В каких же, хочется спросить, теперь, по прошествии двух веков, некоторых случаях мы не «граждане России»? Несомненно, нас есть в чём упрекнуть, есть во что, как говорится, ткнуть носом. Если, к примеру, перебрать событийность ближайшей русской истории, то мы в период великого потрясения и смуты — горбачёвской Перестройки и ельциновских Реформ всерьёз и, похоже, надолго усомнились в выстраданном старшим поколением наших сограждан принципе социальной справедливости: точно ли, что в обществе не должно быть ни бедных, ни богатых, а все могут и должны быть зажиточными и должно быть, верили, так: от каждого — по труду и каждому — по потребностям? Мы расшатались нравственно, нудно и порой озлобленно выясняя: точно ли, что нам нужно крепкое государство, которое, убеждали нас особливо ретивые наши сограждане, непременно закабалит в нас личность, изотрёт в порошок индивидуальность, оторвёт от «светоносной» западной цивилизации? И, наконец, мы обескровились и обесформились духовно, разными способами и средствами, в том числе через искусство, в особенности благодаря «кину» и «телеку», поначалу осторожненько и зачастую гаденько выясняя: точно ли, что так уж важны для нас заповеди Божьи, религиозные установления, правила и правила, а может, лучше, если — жить-не-тужить, этак потихонечку греша, в хитромудрой надежде, что Он не узрит?
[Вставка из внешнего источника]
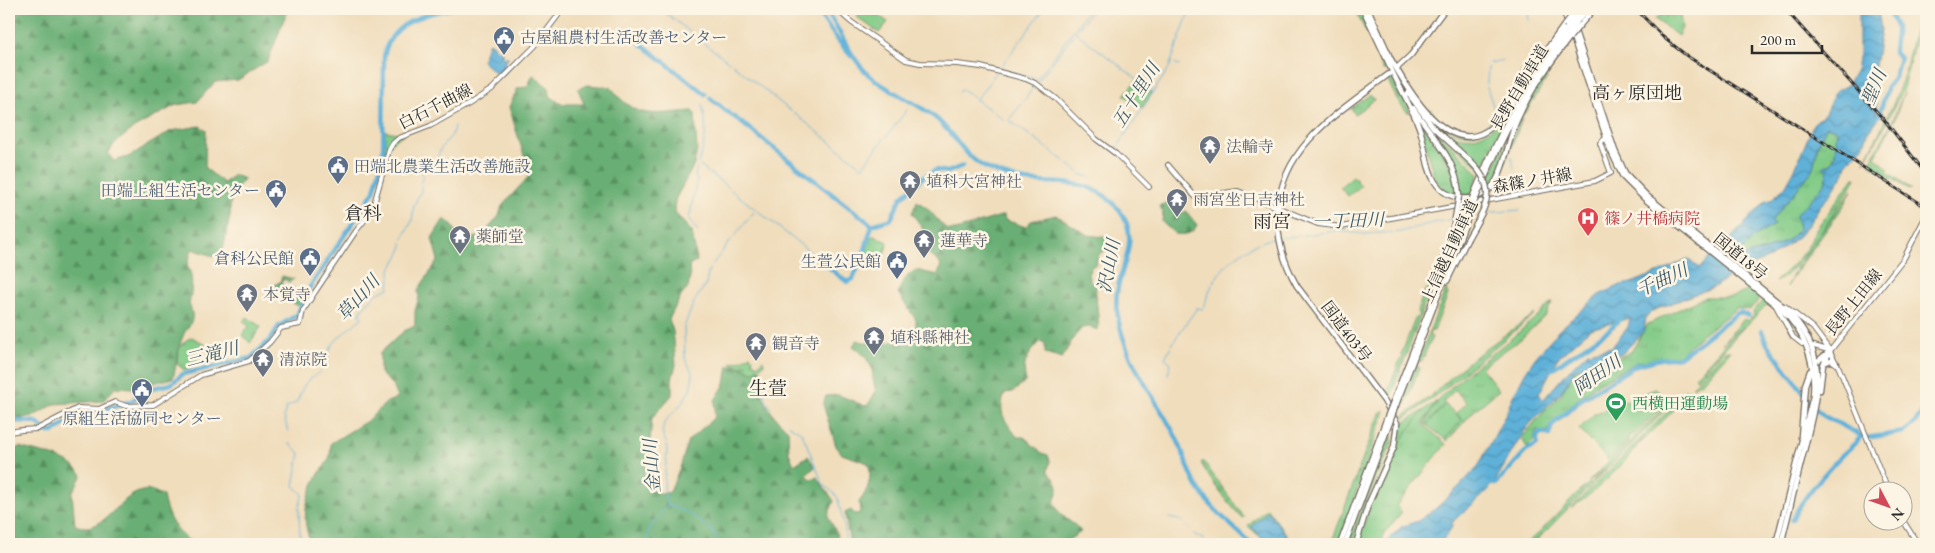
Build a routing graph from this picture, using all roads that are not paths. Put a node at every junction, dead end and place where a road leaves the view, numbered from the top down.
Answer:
1 (563, 9) edge
2 (836, 9) edge
3 (1363, 9) edge
4 (1368, 9) edge
5 (1445, 9) edge
6 (1563, 9) edge
7 (1567, 9) edge
8 (1583, 9) edge
9 (1588, 9) edge
10 (1593, 9) edge
11 (1577, 16) edge
12 (1567, 31) junction
13 (1388, 54) junction
14 (1388, 62) junction
15 (1543, 63) junction
16 (1398, 66) dead end
17 (1389, 74) dead end
18 (1536, 74) junction
19 (1529, 96) junction
20 (1595, 97) junction
21 (1608, 136) junction
22 (1168, 165) dead end
23 (1480, 183) junction
24 (1149, 187) dead end
25 (1477, 191) junction
26 (1278, 207) junction
27 (1926, 216) edge
28 (1464, 222) junction
29 (1455, 258) junction
30 (1443, 267) junction
31 (1439, 287) junction
32 (1773, 300) junction
33 (1802, 344) dead end
34 (1814, 346) dead end
35 (1830, 351) junction
36 (1411, 360) junction
37 (1819, 360) dead end
38 (1824, 363) junction
39 (1837, 364) junction
40 (1810, 371) dead end
41 (1816, 399) junction
42 (1813, 412) junction
43 (1388, 421) junction
44 (9, 432) edge
45 (1803, 447) junction
46 (1884, 480) edge
47 (1909, 530) edge
48 (1340, 544) edge
49 (1345, 544) edge
50 (1356, 544) edge
51 (1776, 544) edge
52 (1781, 544) edge
53 (1918, 544) edge

1 - 44 main road, 白石千曲線
2 - 24 main road
3 - 14 highway, 上信越自動車道
4 - 13 highway, 上信越自動車道
5 - 16 highway
6 - 20 highway, 国道18号
7 - 20 highway, 国道18号
8 - 11 highway, 長野自動車道
9 - 11 highway, 長野自動車道
10 - 11 highway
11 - 12 highway, bridge
11 - 12 highway, 長野自動車道, bridge
12 - 15 highway
12 - 15 highway, 長野自動車道
13 - 18 highway
13 - 29 highway, 上信越自動車道, bridge
14 - 19 highway
14 - 30 highway, 上信越自動車道, bridge
15 - 18 highway
15 - 18 highway
17 - 26 highway, 国道403号
18 - 19 highway
18 - 23 highway, 長野自動車道
18 - 23 highway, 長野自動車道
19 - 25 highway
20 - 21 highway, 国道18号
20 - 21 highway, 国道18号
21 - 26 main road, 森篠ノ井線
21 - 32 highway, 国道18号
22 - 26 main road, 森篠ノ井線
23 - 25 highway, 上信越自動車道
25 - 28 highway, 上信越自動車道, bridge
26 - 50 highway, 国道403号
27 - 35 main road, 長野上田線
28 - 29 highway, 上信越自動車道
28 - 30 highway, 上信越自動車道
29 - 31 highway, 上信越自動車道
30 - 31 highway, 上信越自動車道
31 - 36 highway, 上信越自動車道
31 - 36 highway, 上信越自動車道
32 - 33 main road
32 - 35 main road
32 - 41 highway, 国道18号
34 - 35 main road
35 - 37 highway
35 - 38 highway
35 - 39 main road, 長野上田線
36 - 43 highway, 上信越自動車道, bridge
38 - 39 highway
38 - 41 highway
39 - 46 main road, 長野上田線
40 - 45 highway
41 - 42 highway, 国道18号
42 - 45 highway, 国道18号
42 - 45 highway
43 - 48 highway, 上信越自動車道
43 - 49 highway, 上信越自動車道
45 - 51 highway, 国道18号
45 - 52 highway, 国道18号
47 - 53 main road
Впрочем, ничто под луною не ново: примерно так же жили-были и современники Н.М. Карамзина, в частности, небезызвестный Фёдор Толстой, да и весь тот разнопёрый великосветский сонм. Прочитали они «Историю» — восхитились. И — призадумались. Эта призадуманность в особенности красочно и ярко проявилась у «нашего всё» — у Александра Сергеевича. Сначала он восторженно написал, кажется, в каком-то из писем: «Все, даже светские женщины, бросились читать историю своего отечества, дотоле им неизвестную… Древняя Русь, казалось, найдена Карамзиным, как Америка Колумбом… Карамзин есть первый наш историк и последний летописец…» А попозже, призадумавшись, как бы — многозначное и весьма любопытное словечко нашей с вами эпохи — уточнил: «В его «Истории» изящность, простота // Доказывают нам без всякого пристрастья // Необходимость самовластья // И прелести кнута».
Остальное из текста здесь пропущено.